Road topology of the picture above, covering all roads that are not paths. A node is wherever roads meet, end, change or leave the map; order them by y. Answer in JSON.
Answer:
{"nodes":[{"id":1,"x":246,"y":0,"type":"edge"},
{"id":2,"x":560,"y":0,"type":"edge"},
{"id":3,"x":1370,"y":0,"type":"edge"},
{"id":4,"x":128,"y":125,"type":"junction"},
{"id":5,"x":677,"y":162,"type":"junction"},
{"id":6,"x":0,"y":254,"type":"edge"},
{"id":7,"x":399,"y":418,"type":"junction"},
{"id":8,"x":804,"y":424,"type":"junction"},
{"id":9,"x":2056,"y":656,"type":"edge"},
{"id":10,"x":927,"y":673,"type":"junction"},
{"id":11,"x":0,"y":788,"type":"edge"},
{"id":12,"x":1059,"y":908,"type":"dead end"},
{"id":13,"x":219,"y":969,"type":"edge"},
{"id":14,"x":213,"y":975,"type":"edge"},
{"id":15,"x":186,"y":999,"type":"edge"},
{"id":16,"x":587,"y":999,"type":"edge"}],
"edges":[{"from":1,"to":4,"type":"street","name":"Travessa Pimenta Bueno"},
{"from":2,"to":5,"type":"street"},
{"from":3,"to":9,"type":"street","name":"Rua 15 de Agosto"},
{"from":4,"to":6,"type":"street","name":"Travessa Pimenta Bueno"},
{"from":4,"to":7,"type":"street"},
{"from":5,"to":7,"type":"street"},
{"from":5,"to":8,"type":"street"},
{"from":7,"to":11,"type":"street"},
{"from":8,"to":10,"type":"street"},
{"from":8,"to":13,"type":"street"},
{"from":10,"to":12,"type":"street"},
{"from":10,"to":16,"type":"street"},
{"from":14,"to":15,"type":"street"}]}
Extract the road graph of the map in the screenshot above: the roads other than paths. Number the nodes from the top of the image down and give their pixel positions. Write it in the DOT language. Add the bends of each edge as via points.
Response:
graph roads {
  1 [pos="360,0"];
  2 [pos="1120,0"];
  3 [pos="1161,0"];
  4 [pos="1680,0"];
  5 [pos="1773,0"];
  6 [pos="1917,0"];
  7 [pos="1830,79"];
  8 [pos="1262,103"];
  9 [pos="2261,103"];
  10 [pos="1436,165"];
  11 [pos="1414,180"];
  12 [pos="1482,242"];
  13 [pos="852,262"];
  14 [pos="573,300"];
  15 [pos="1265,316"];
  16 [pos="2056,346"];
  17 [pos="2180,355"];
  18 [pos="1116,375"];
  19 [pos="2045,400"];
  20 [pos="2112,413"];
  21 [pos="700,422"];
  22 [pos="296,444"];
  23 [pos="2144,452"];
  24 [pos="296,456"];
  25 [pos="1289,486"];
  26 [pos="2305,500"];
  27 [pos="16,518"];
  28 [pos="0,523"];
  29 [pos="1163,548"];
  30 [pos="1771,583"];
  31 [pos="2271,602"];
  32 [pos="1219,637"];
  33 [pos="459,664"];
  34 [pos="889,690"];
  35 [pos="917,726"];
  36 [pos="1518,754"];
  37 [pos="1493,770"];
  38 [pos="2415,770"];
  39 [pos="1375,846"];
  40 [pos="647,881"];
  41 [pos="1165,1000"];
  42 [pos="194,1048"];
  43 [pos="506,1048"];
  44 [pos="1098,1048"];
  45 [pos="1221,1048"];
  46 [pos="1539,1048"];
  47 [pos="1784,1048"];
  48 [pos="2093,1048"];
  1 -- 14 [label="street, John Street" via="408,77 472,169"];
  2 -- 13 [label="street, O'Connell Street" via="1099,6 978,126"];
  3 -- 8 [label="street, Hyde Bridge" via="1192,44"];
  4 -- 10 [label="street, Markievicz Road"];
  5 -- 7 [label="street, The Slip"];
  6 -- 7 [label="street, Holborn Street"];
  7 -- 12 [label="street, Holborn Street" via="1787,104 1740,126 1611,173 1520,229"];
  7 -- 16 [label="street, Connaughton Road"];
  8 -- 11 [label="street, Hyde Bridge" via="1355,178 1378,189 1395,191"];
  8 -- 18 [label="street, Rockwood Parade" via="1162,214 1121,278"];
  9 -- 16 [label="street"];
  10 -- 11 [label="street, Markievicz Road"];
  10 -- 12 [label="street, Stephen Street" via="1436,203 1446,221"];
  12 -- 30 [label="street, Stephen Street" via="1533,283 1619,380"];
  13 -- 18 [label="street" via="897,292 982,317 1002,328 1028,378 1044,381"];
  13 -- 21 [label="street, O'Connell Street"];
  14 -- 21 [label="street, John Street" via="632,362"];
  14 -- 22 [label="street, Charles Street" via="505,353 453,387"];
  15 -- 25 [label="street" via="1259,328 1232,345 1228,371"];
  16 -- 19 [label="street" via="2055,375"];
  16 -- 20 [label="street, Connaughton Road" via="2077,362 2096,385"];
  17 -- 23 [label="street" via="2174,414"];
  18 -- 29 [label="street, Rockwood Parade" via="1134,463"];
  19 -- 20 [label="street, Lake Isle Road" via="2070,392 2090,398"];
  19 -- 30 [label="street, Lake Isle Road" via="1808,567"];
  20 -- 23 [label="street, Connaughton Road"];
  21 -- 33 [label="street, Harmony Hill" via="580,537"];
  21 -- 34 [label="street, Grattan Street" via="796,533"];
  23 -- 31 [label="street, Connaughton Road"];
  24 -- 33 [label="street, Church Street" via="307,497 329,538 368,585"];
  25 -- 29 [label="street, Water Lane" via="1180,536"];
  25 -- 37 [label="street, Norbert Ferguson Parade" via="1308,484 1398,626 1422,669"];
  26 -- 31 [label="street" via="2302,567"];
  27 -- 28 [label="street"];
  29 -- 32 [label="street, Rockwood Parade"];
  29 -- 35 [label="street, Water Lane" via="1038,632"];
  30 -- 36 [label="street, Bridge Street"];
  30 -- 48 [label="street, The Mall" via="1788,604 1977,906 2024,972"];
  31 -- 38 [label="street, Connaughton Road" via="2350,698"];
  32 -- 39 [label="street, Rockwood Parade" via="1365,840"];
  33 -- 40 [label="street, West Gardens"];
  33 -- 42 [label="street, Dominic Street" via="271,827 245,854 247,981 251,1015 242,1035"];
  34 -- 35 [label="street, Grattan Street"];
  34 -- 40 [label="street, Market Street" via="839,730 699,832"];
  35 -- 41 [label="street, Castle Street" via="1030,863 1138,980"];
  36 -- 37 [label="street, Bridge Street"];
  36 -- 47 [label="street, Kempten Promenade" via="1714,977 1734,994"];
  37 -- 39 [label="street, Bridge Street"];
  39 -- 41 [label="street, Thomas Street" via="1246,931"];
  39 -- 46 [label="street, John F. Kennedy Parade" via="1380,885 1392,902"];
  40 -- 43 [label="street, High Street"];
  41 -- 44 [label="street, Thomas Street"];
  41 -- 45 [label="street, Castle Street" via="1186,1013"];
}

Problem to work on:
Retype the material above, line by line, exactly.

Written answer:
Road topology of the picture above, covering all roads that are not paths. A node is wherever roads meet, end, change or leave the map; order them by y. Answer in JSON.
Answer:
{"nodes":[{"id":1,"x":246,"y":0,"type":"edge"},
{"id":2,"x":560,"y":0,"type":"edge"},
{"id":3,"x":1370,"y":0,"type":"edge"},
{"id":4,"x":128,"y":125,"type":"junction"},
{"id":5,"x":677,"y":162,"type":"junction"},
{"id":6,"x":0,"y":254,"type":"edge"},
{"id":7,"x":399,"y":418,"type":"junction"},
{"id":8,"x":804,"y":424,"type":"junction"},
{"id":9,"x":2056,"y":656,"type":"edge"},
{"id":10,"x":927,"y":673,"type":"junction"},
{"id":11,"x":0,"y":788,"type":"edge"},
{"id":12,"x":1059,"y":908,"type":"dead end"},
{"id":13,"x":219,"y":969,"type":"edge"},
{"id":14,"x":213,"y":975,"type":"edge"},
{"id":15,"x":186,"y":999,"type":"edge"},
{"id":16,"x":587,"y":999,"type":"edge"}],
"edges":[{"from":1,"to":4,"type":"street","name":"Travessa Pimenta Bueno"},
{"from":2,"to":5,"type":"street"},
{"from":3,"to":9,"type":"street","name":"Rua 15 de Agosto"},
{"from":4,"to":6,"type":"street","name":"Travessa Pimenta Bueno"},
{"from":4,"to":7,"type":"street"},
{"from":5,"to":7,"type":"street"},
{"from":5,"to":8,"type":"street"},
{"from":7,"to":11,"type":"street"},
{"from":8,"to":10,"type":"street"},
{"from":8,"to":13,"type":"street"},
{"from":10,"to":12,"type":"street"},
{"from":10,"to":16,"type":"street"},
{"from":14,"to":15,"type":"street"}]}
Extract the road graph of the map in the screenshot above: the roads other than paths. Number the nodes from the top of the image down and give their pixel positions. Write it in the DOT language. Add the bends of each edge as via points.
Response:
graph roads {
  1 [pos="360,0"];
  2 [pos="1120,0"];
  3 [pos="1161,0"];
  4 [pos="1680,0"];
  5 [pos="1773,0"];
  6 [pos="1917,0"];
  7 [pos="1830,79"];
  8 [pos="1262,103"];
  9 [pos="2261,103"];
  10 [pos="1436,165"];
  11 [pos="1414,180"];
  12 [pos="1482,242"];
  13 [pos="852,262"];
  14 [pos="573,300"];
  15 [pos="1265,316"];
  16 [pos="2056,346"];
  17 [pos="2180,355"];
  18 [pos="1116,375"];
  19 [pos="2045,400"];
  20 [pos="2112,413"];
  21 [pos="700,422"];
  22 [pos="296,444"];
  23 [pos="2144,452"];
  24 [pos="296,456"];
  25 [pos="1289,486"];
  26 [pos="2305,500"];
  27 [pos="16,518"];
  28 [pos="0,523"];
  29 [pos="1163,548"];
  30 [pos="1771,583"];
  31 [pos="2271,602"];
  32 [pos="1219,637"];
  33 [pos="459,664"];
  34 [pos="889,690"];
  35 [pos="917,726"];
  36 [pos="1518,754"];
  37 [pos="1493,770"];
  38 [pos="2415,770"];
  39 [pos="1375,846"];
  40 [pos="647,881"];
  41 [pos="1165,1000"];
  42 [pos="194,1048"];
  43 [pos="506,1048"];
  44 [pos="1098,1048"];
  45 [pos="1221,1048"];
  46 [pos="1539,1048"];
  47 [pos="1784,1048"];
  48 [pos="2093,1048"];
  1 -- 14 [label="street, John Street" via="408,77 472,169"];
  2 -- 13 [label="street, O'Connell Street" via="1099,6 978,126"];
  3 -- 8 [label="street, Hyde Bridge" via="1192,44"];
  4 -- 10 [label="street, Markievicz Road"];
  5 -- 7 [label="street, The Slip"];
  6 -- 7 [label="street, Holborn Street"];
  7 -- 12 [label="street, Holborn Street" via="1787,104 1740,126 1611,173 1520,229"];
  7 -- 16 [label="street, Connaughton Road"];
  8 -- 11 [label="street, Hyde Bridge" via="1355,178 1378,189 1395,191"];
  8 -- 18 [label="street, Rockwood Parade" via="1162,214 1121,278"];
  9 -- 16 [label="street"];
  10 -- 11 [label="street, Markievicz Road"];
  10 -- 12 [label="street, Stephen Street" via="1436,203 1446,221"];
  12 -- 30 [label="street, Stephen Street" via="1533,283 1619,380"];
  13 -- 18 [label="street" via="897,292 982,317 1002,328 1028,378 1044,381"];
  13 -- 21 [label="street, O'Connell Street"];
  14 -- 21 [label="street, John Street" via="632,362"];
  14 -- 22 [label="street, Charles Street" via="505,353 453,387"];
  15 -- 25 [label="street" via="1259,328 1232,345 1228,371"];
  16 -- 19 [label="street" via="2055,375"];
  16 -- 20 [label="street, Connaughton Road" via="2077,362 2096,385"];
  17 -- 23 [label="street" via="2174,414"];
  18 -- 29 [label="street, Rockwood Parade" via="1134,463"];
  19 -- 20 [label="street, Lake Isle Road" via="2070,392 2090,398"];
  19 -- 30 [label="street, Lake Isle Road" via="1808,567"];
  20 -- 23 [label="street, Connaughton Road"];
  21 -- 33 [label="street, Harmony Hill" via="580,537"];
  21 -- 34 [label="street, Grattan Street" via="796,533"];
  23 -- 31 [label="street, Connaughton Road"];
  24 -- 33 [label="street, Church Street" via="307,497 329,538 368,585"];
  25 -- 29 [label="street, Water Lane" via="1180,536"];
  25 -- 37 [label="street, Norbert Ferguson Parade" via="1308,484 1398,626 1422,669"];
  26 -- 31 [label="street" via="2302,567"];
  27 -- 28 [label="street"];
  29 -- 32 [label="street, Rockwood Parade"];
  29 -- 35 [label="street, Water Lane" via="1038,632"];
  30 -- 36 [label="street, Bridge Street"];
  30 -- 48 [label="street, The Mall" via="1788,604 1977,906 2024,972"];
  31 -- 38 [label="street, Connaughton Road" via="2350,698"];
  32 -- 39 [label="street, Rockwood Parade" via="1365,840"];
  33 -- 40 [label="street, West Gardens"];
  33 -- 42 [label="street, Dominic Street" via="271,827 245,854 247,981 251,1015 242,1035"];
  34 -- 35 [label="street, Grattan Street"];
  34 -- 40 [label="street, Market Street" via="839,730 699,832"];
  35 -- 41 [label="street, Castle Street" via="1030,863 1138,980"];
  36 -- 37 [label="street, Bridge Street"];
  36 -- 47 [label="street, Kempten Promenade" via="1714,977 1734,994"];
  37 -- 39 [label="street, Bridge Street"];
  39 -- 41 [label="street, Thomas Street" via="1246,931"];
  39 -- 46 [label="street, John F. Kennedy Parade" via="1380,885 1392,902"];
  40 -- 43 [label="street, High Street"];
  41 -- 44 [label="street, Thomas Street"];
  41 -- 45 [label="street, Castle Street" via="1186,1013"];
}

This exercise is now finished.